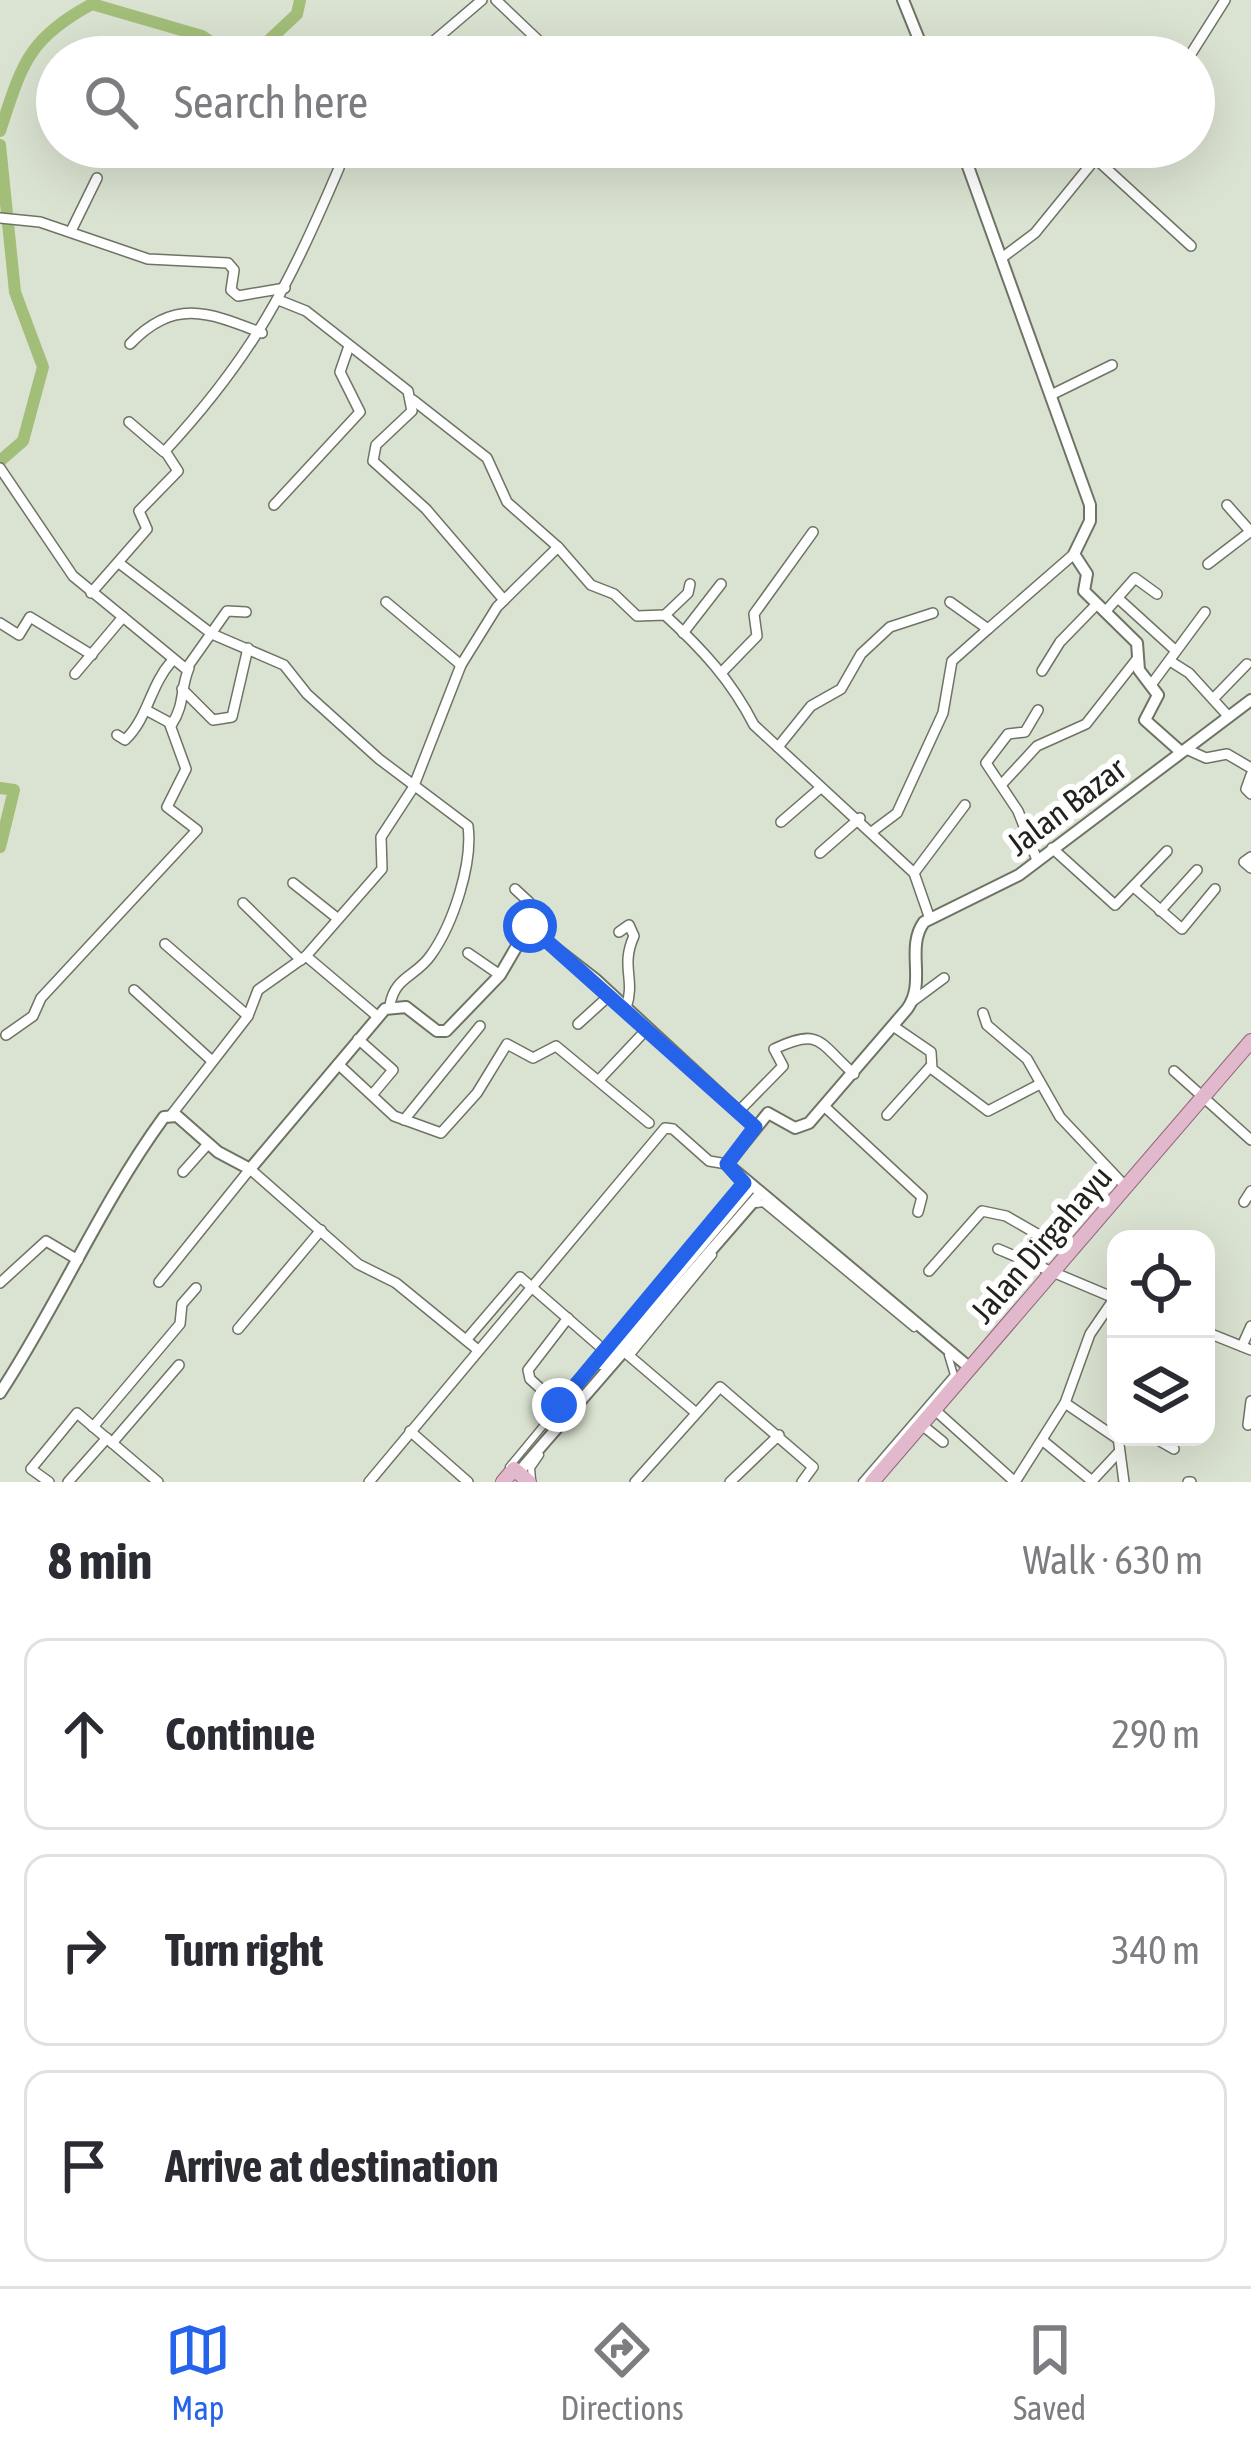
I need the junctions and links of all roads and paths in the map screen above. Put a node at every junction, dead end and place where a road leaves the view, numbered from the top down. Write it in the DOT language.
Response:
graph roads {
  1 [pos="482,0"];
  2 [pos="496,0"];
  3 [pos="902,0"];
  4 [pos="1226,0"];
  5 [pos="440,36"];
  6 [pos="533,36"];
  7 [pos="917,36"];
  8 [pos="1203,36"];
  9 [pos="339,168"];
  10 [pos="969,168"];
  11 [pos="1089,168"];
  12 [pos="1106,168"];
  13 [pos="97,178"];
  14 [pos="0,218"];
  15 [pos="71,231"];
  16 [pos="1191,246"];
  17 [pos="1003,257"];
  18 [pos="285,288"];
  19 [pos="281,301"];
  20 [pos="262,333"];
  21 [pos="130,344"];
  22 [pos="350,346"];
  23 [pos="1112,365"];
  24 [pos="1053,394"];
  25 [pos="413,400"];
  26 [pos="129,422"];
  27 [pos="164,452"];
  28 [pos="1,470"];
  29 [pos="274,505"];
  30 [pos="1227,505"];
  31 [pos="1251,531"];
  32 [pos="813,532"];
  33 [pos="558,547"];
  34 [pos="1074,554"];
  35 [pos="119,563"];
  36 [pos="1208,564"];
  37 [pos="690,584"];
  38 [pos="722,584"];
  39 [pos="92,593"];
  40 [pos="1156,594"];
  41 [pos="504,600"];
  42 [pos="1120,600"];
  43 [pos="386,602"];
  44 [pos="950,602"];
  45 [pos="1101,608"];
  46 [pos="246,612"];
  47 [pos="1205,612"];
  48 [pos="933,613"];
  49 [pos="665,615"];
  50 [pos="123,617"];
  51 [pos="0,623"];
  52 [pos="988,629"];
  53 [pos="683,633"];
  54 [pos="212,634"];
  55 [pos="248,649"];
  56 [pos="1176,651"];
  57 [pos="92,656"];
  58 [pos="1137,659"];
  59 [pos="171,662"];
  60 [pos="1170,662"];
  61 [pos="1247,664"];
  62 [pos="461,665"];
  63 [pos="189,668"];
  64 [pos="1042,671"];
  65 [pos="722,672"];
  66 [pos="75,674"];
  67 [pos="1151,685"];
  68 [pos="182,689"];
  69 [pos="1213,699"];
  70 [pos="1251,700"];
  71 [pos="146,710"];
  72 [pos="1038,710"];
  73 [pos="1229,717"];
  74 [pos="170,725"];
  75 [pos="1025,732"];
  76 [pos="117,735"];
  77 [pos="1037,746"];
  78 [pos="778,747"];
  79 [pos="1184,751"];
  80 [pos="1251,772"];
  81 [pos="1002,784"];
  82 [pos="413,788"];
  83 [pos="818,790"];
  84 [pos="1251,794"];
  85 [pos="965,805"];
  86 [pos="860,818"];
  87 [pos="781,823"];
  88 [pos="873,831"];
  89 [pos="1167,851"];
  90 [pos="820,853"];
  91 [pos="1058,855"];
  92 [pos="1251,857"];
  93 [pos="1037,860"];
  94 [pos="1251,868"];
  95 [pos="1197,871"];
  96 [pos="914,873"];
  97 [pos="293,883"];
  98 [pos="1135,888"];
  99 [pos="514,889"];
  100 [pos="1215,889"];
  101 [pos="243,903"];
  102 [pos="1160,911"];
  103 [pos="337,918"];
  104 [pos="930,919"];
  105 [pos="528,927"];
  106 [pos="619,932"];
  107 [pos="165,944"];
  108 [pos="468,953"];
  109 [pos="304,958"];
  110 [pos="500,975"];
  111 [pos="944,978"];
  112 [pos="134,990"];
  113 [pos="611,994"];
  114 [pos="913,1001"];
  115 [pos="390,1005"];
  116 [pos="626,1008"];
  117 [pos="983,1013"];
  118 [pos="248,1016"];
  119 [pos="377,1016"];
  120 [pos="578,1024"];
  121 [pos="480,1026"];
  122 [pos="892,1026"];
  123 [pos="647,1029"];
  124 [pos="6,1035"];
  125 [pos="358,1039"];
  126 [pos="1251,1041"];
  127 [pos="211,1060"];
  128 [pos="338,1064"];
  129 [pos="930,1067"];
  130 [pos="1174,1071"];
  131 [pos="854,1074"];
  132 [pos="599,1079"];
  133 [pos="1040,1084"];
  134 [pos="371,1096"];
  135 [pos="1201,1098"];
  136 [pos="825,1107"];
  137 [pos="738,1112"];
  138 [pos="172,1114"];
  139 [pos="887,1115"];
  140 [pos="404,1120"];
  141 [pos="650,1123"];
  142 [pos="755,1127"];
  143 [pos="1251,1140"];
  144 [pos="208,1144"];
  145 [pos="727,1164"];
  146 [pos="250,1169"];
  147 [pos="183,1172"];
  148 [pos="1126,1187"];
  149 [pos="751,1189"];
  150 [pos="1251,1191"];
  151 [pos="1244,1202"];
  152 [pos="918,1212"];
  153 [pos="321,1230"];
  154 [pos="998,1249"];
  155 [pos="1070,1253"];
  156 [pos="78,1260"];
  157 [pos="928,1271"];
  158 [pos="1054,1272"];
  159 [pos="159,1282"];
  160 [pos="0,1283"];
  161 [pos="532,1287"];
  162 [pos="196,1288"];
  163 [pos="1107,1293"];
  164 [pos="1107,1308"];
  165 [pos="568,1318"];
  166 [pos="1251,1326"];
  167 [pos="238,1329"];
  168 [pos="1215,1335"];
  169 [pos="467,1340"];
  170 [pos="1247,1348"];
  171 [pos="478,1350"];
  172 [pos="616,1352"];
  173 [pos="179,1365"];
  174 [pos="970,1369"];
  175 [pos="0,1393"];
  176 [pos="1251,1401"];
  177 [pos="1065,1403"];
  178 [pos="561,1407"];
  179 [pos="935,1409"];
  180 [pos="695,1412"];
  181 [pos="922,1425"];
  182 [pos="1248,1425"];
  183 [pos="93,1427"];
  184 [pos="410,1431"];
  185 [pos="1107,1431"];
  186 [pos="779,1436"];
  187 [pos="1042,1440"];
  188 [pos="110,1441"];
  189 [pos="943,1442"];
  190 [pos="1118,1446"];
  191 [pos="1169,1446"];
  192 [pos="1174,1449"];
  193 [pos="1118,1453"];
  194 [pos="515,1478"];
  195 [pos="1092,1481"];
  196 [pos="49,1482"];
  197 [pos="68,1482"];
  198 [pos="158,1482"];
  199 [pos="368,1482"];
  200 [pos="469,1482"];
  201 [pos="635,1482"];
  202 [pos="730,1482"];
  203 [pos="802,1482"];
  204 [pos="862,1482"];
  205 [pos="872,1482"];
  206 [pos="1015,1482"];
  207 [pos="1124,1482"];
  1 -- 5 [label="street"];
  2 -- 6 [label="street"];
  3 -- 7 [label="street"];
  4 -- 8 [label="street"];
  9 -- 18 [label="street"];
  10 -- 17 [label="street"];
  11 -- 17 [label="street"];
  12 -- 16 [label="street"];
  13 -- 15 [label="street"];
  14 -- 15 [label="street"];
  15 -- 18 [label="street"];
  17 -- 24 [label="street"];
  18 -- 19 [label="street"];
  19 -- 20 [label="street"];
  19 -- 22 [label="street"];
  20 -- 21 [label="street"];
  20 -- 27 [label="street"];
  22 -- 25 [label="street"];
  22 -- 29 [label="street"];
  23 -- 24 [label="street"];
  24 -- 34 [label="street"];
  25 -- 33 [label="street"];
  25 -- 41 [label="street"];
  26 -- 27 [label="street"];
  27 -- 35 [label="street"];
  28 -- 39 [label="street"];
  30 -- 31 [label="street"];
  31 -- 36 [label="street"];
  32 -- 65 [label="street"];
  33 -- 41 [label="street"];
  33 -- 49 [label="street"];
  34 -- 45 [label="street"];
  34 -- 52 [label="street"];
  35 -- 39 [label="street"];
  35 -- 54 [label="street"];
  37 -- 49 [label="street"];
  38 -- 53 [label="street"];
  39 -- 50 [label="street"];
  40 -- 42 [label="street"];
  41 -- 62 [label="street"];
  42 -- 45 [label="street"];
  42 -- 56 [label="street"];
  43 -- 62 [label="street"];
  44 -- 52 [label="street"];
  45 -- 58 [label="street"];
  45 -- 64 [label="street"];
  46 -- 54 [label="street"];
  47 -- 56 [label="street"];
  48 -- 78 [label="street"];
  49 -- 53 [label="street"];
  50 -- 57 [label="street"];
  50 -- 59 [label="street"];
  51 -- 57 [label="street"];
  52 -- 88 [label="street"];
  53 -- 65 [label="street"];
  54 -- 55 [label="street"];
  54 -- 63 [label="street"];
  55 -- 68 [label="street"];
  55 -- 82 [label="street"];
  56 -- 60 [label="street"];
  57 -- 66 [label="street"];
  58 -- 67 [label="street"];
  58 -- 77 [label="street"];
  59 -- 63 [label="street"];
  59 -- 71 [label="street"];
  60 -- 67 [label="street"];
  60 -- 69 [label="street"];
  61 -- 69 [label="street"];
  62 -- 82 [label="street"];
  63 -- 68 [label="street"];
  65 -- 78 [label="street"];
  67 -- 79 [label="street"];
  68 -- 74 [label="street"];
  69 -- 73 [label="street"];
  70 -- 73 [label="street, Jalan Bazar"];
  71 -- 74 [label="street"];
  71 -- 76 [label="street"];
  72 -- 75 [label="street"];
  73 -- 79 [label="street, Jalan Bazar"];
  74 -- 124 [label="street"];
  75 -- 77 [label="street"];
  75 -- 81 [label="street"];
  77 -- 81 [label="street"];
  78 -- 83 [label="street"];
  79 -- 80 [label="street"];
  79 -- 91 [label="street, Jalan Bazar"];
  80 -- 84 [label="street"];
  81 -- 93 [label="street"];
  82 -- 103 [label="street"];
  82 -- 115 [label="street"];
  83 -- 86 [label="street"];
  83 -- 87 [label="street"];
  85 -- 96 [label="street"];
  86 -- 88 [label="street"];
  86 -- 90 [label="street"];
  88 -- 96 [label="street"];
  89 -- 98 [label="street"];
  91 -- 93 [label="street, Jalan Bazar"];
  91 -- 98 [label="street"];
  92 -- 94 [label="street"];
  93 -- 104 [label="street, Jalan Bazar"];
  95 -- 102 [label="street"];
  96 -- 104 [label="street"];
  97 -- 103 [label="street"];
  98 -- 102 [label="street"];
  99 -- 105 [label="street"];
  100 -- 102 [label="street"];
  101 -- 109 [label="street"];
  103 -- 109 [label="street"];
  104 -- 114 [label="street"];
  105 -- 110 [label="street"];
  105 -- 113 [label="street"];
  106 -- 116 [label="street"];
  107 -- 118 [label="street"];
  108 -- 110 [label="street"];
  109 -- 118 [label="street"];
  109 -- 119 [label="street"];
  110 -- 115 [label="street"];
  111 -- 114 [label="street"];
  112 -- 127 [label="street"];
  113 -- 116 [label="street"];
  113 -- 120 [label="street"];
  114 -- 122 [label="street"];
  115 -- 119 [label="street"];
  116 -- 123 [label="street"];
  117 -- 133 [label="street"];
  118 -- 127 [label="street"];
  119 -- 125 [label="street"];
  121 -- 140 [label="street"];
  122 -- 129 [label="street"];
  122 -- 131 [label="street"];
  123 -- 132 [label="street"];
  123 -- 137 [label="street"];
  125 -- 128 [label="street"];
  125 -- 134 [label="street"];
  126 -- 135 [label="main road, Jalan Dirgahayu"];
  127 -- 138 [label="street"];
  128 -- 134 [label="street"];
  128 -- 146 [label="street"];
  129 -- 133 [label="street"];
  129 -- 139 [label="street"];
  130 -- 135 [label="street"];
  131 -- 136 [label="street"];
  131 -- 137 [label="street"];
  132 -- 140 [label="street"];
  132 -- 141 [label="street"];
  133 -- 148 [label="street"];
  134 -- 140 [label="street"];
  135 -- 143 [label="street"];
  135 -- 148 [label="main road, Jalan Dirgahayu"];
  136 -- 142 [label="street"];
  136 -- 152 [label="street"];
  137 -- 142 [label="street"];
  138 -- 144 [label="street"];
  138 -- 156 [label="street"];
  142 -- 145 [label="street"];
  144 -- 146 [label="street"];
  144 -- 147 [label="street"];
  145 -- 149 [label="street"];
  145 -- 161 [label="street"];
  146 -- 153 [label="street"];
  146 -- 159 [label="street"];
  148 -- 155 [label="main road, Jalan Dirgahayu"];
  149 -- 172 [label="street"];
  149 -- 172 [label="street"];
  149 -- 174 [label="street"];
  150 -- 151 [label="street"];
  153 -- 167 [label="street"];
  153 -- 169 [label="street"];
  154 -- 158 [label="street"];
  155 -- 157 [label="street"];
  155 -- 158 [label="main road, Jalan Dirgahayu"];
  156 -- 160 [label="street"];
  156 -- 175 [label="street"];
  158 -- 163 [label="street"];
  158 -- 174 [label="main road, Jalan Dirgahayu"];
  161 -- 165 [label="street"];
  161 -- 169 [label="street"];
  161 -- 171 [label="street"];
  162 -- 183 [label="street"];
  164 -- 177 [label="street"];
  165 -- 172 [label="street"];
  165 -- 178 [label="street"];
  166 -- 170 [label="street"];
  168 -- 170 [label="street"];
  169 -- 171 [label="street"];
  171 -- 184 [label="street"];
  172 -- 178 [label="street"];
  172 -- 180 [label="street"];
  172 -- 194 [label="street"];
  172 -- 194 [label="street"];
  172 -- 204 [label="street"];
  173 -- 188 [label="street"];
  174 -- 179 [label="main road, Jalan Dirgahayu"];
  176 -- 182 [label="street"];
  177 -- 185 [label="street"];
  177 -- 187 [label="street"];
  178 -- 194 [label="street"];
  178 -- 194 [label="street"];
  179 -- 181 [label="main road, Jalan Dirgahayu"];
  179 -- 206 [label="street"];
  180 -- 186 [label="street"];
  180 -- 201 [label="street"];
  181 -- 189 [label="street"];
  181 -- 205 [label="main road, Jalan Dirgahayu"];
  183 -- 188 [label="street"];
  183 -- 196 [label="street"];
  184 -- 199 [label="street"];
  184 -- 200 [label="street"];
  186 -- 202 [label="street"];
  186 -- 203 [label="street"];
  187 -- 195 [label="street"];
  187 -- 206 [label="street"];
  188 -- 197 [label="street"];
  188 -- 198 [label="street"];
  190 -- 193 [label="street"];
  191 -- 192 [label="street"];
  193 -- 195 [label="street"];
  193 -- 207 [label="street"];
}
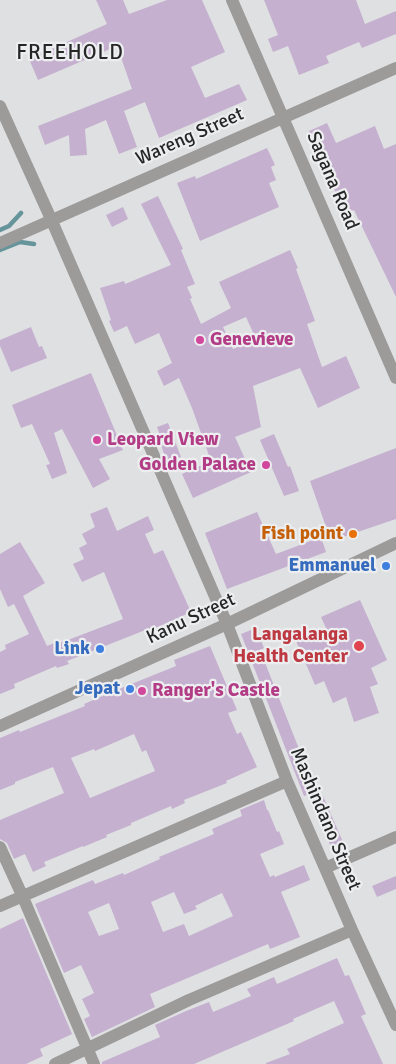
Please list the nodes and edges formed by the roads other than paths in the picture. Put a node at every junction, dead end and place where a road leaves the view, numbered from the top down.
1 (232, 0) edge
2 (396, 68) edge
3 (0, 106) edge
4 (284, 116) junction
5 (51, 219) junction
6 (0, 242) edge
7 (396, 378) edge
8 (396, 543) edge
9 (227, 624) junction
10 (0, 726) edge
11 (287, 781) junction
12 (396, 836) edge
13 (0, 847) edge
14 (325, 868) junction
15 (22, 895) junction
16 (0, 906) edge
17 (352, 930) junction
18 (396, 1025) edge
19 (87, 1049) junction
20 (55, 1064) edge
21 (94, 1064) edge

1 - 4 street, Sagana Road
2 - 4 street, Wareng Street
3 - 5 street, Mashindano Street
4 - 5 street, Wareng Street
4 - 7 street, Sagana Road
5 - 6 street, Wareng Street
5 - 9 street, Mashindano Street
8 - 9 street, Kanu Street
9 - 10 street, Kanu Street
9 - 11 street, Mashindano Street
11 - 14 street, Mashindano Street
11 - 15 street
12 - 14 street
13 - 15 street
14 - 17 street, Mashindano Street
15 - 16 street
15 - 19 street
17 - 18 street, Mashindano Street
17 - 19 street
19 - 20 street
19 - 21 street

☆ ☆ ☆ ☆ ☆ ☆ ☆

**Exercise requirements**
Using the listing above, locate the lines that hold "Sagana" and copy each one.

**Response below**
1 - 4 street, Sagana Road
4 - 7 street, Sagana Road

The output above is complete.